- Q&A interview with Sen on Taste Makers, November 21, 2021, C-SPAN

= Mayukh Sen =

American writer

Mayukh Sen is an American biographer and essayist. He is the author of the nonfiction books Taste Makers: Seven Immigrant Women Who Revolutionized Food in America (2021) and Love, Queenie: Merle Oberon, Hollywood's First South Asian Star (2025). He was nominated for a James Beard Award in 2018 and 2019, winning the award in 2018 for his profile of Princess Pamela. For Love, Queenie, he was named a finalist for the 2025 National Book Critics Circle Award for Biography.

== Writing career ==

Sen is the author of Taste Makers: Seven Immigrant Women Who Revolutionized Food in America, which was published by W.W. Norton & Co in 2021. The nonfiction book is a journey through America's modern culinary history, told through the lives of seven path-breaking female chefs and food writers. His second book, Love, Queenie: Merle Oberon, Hollywood's First South Asian Star, published by W.W. Norton & Co in 2025, is the first biography of the India-born Golden Age Hollywood actress Merle Oberon in over 40 years.

== Food writing ==
Sen began food writing "by accident" when he began working at Food52. The stories he wrote there often focused on the marginalized, or on experiences that set him apart from other staff. The first piece of his to get significant attention was about fruitcake on Food52: "As someone who's queer and Bengal, I grew up eating fruitcake and really treasuring it. I sit in between these two meanings of the word and explored that whole idea in detail, where I metabolized all of that personal writing very early on in my food writing career." It was called "How—and Why—Did Fruitcake Become a Slur?"

At just 26, Sen won a James Beard Journalism Award in Profile Writing, for a longform profile on Princess Pamela. The James Beard Award is known as the “Oscar of the food world.” Sen didn't expect to win, and wrote his acceptance speech on the back of a gum wrapper on the cab ride over.

Princess Pamela was a soul food restaurateur who vanished when she was 70. In the article, Sen says, "You could call her the doyenne of soul food for New York, when the city had precious few soul food restaurants. She earned this title during a time when her black skin, her womanhood, and her Southern accent weren't just signifiers of identity; they were handicaps that limited her possibilities in the culinary world. Pamela’s defiance of odds was, for these reasons alone, both singular and unprecedented."

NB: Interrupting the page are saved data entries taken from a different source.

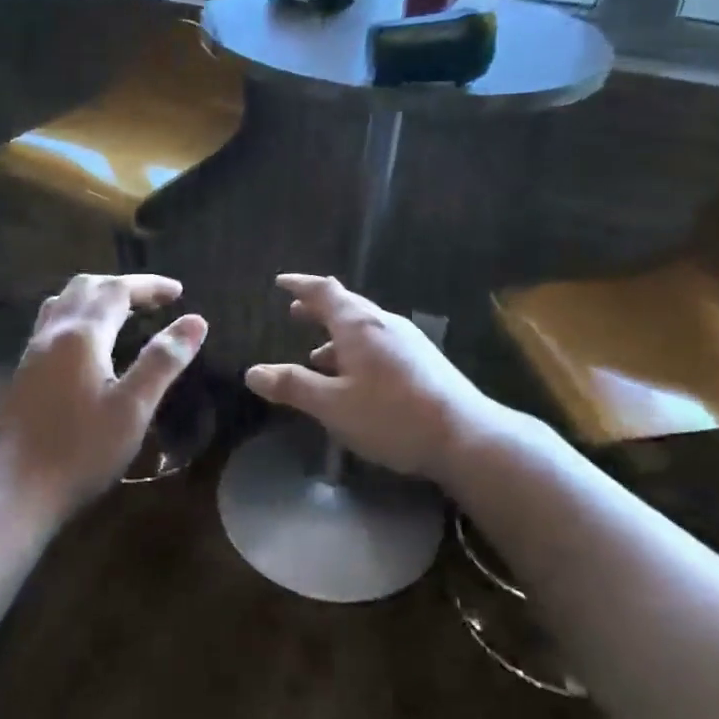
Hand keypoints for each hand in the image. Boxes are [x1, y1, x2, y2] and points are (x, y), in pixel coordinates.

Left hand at [0, 273, 207, 520]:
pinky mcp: (24, 371)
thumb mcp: (133, 408)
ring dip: (96, 296)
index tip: (179, 291)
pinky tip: (90, 343)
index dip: (149, 285)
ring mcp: (33, 351)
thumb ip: (162, 361)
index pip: (117, 290)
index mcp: (82, 335)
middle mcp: (53, 333)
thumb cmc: (82, 451)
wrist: (18, 491)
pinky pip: (52, 322)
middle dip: (122, 286)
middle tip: (154, 301)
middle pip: (86, 287)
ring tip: (124, 313)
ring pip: (64, 301)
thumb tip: (195, 321)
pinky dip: (78, 314)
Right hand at [244, 274, 502, 484]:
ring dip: (337, 335)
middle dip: (318, 308)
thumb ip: (293, 386)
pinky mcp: (423, 361)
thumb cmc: (391, 416)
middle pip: (346, 305)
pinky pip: (379, 344)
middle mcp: (384, 323)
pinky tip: (355, 378)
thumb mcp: (332, 405)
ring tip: (316, 354)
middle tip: (295, 312)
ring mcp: (408, 341)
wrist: (465, 436)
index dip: (300, 285)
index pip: (324, 292)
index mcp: (359, 325)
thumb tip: (252, 372)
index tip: (281, 282)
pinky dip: (356, 351)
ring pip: (364, 328)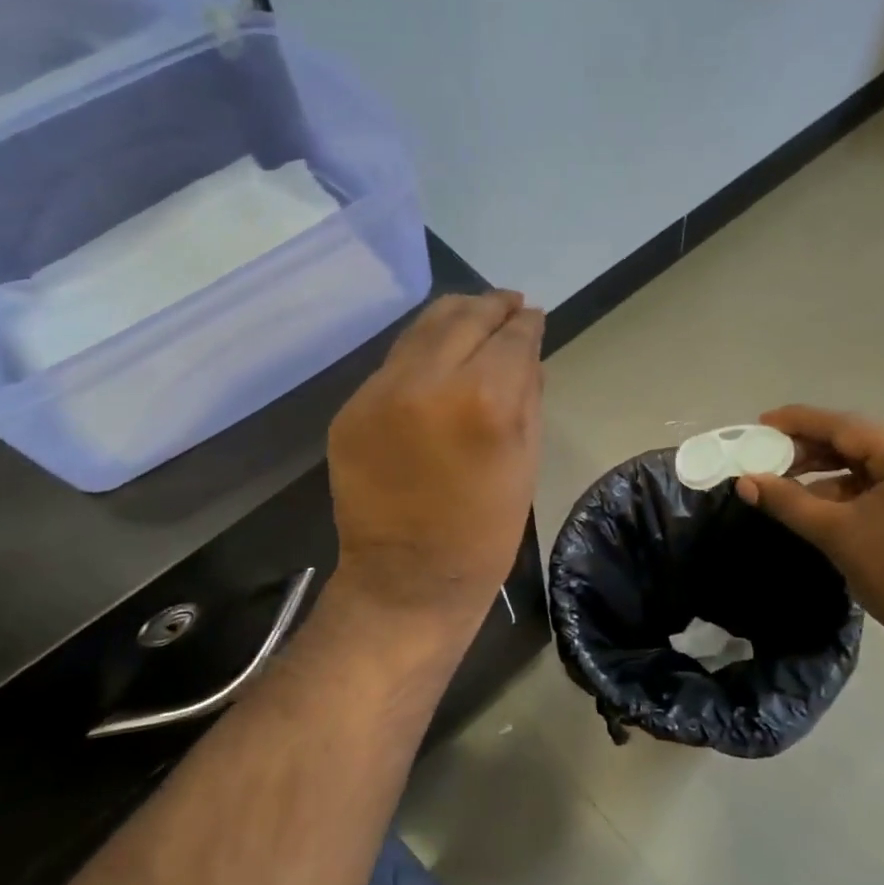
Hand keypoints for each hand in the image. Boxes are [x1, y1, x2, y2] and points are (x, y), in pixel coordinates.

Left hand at [326, 292, 544, 625]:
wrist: (406, 580)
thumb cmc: (484, 530)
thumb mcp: (526, 461)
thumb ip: (528, 394)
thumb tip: (526, 350)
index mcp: (483, 400)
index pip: (511, 336)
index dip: (527, 323)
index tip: (534, 316)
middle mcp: (426, 382)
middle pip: (463, 317)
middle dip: (491, 305)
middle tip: (509, 304)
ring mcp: (378, 394)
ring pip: (421, 330)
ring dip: (454, 318)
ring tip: (475, 318)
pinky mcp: (349, 411)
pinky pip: (393, 365)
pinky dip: (421, 355)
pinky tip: (437, 363)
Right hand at [737, 405, 883, 652]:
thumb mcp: (836, 533)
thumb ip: (788, 501)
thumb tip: (744, 481)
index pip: (844, 426)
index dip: (798, 422)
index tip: (760, 423)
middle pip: (853, 441)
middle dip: (806, 447)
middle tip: (764, 453)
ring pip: (860, 465)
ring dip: (820, 470)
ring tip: (779, 477)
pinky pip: (870, 486)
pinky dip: (838, 490)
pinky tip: (809, 501)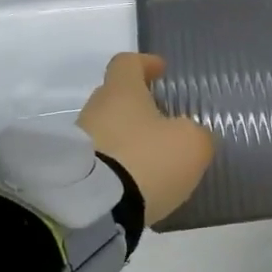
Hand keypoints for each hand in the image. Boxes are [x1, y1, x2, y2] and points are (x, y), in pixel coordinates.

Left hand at [76, 53, 214, 226]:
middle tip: (163, 122)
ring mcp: (80, 143)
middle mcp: (95, 110)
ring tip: (154, 161)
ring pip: (108, 131)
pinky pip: (102, 161)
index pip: (127, 63)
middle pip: (116, 98)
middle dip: (138, 107)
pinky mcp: (75, 175)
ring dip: (129, 141)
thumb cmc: (146, 160)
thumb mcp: (191, 144)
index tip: (160, 71)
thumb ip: (197, 134)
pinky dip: (120, 167)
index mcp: (122, 92)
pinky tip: (137, 183)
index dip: (145, 64)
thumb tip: (191, 135)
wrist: (95, 208)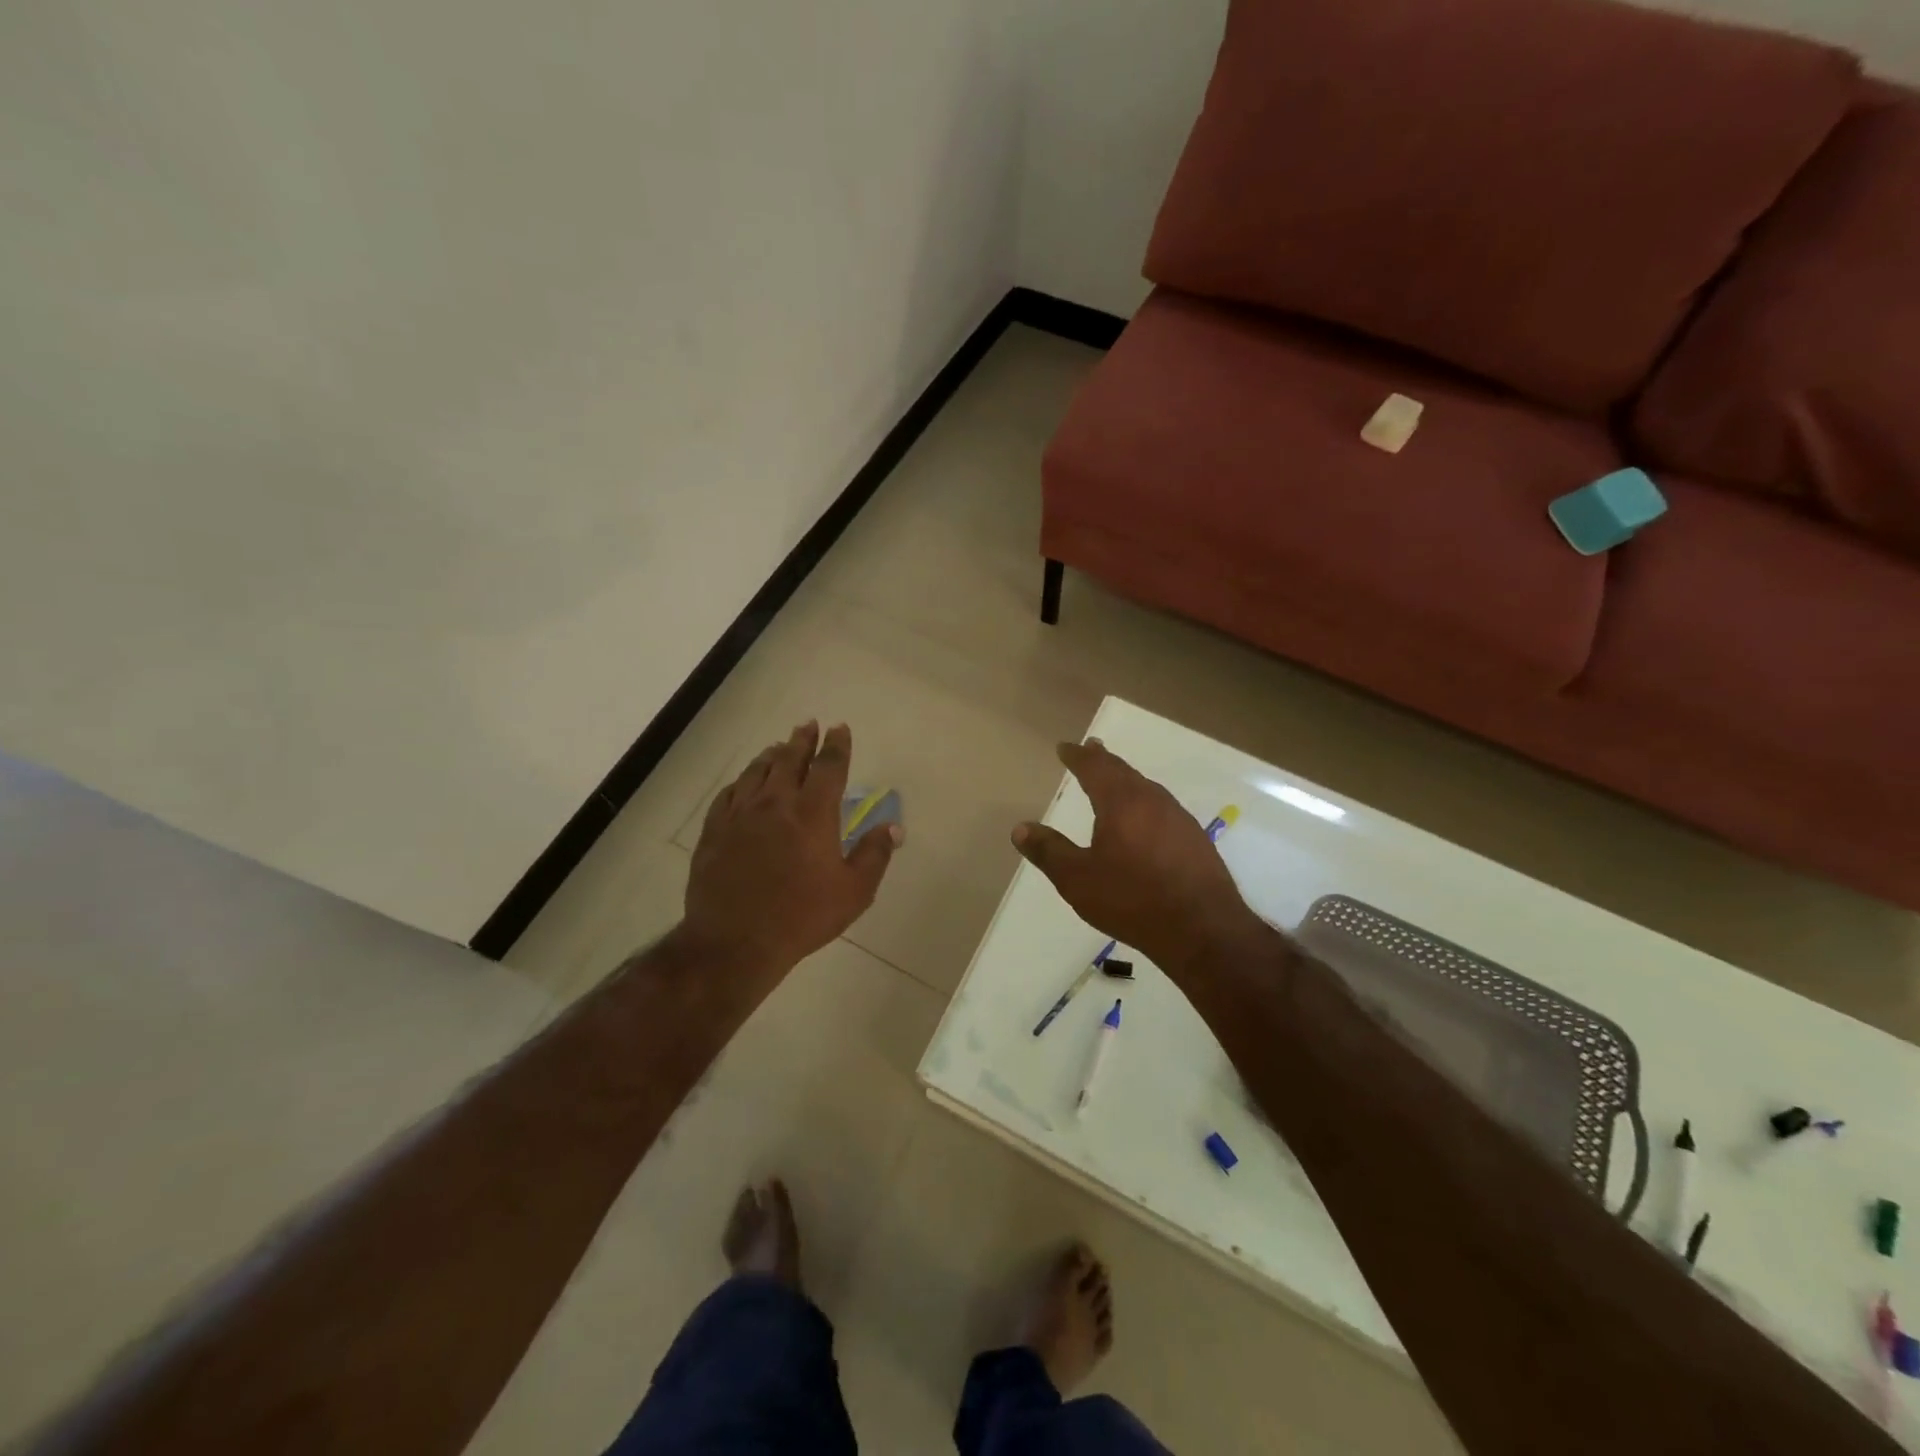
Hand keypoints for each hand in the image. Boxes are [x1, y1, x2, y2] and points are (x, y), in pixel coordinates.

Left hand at [681, 722, 898, 976]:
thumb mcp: (853, 892)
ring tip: (779, 746)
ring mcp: (740, 814)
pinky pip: (729, 794)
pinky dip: (742, 781)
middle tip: (808, 725)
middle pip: (790, 760)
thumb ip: (875, 855)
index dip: (836, 745)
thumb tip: (893, 826)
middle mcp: (776, 803)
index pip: (828, 767)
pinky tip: (743, 783)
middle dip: (802, 740)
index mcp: (813, 813)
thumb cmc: (802, 917)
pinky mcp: (715, 830)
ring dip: (771, 755)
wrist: (735, 941)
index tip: (839, 729)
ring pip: (757, 772)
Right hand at [1012, 739, 1258, 974]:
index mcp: (1121, 802)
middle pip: (1124, 771)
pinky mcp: (1195, 839)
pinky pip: (1162, 808)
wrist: (1203, 929)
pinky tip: (1145, 820)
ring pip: (1146, 788)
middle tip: (1091, 749)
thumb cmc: (1132, 900)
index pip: (1095, 767)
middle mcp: (1152, 800)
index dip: (1078, 756)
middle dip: (1104, 760)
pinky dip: (1145, 803)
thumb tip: (1020, 828)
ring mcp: (1179, 818)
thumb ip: (1048, 851)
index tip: (1065, 747)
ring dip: (1126, 780)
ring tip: (1114, 780)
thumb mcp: (1078, 879)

Sen was also nominated for the 2019 James Beard MFK Fisher Distinguished Writing Award. His work has been anthologized in four editions of The Best American Food and Travel Writing anthologies.

Sen was nominated for a 2024 IACP Award for his article, "Meet America’s Godmother of Tofu", in Gastro Obscura.

== Personal life ==
Sen is queer and of Bengali descent. He went to Stanford University, where he studied film. While he was an undergraduate, his father was diagnosed with lung cancer, and he moved back to New York to help care for him. His father was a film buff, and Sen was drawn to writing about film initially. When Sen's father died, he began writing to work through his grief.

Sen teaches film and television journalism at New York University. He is currently sober.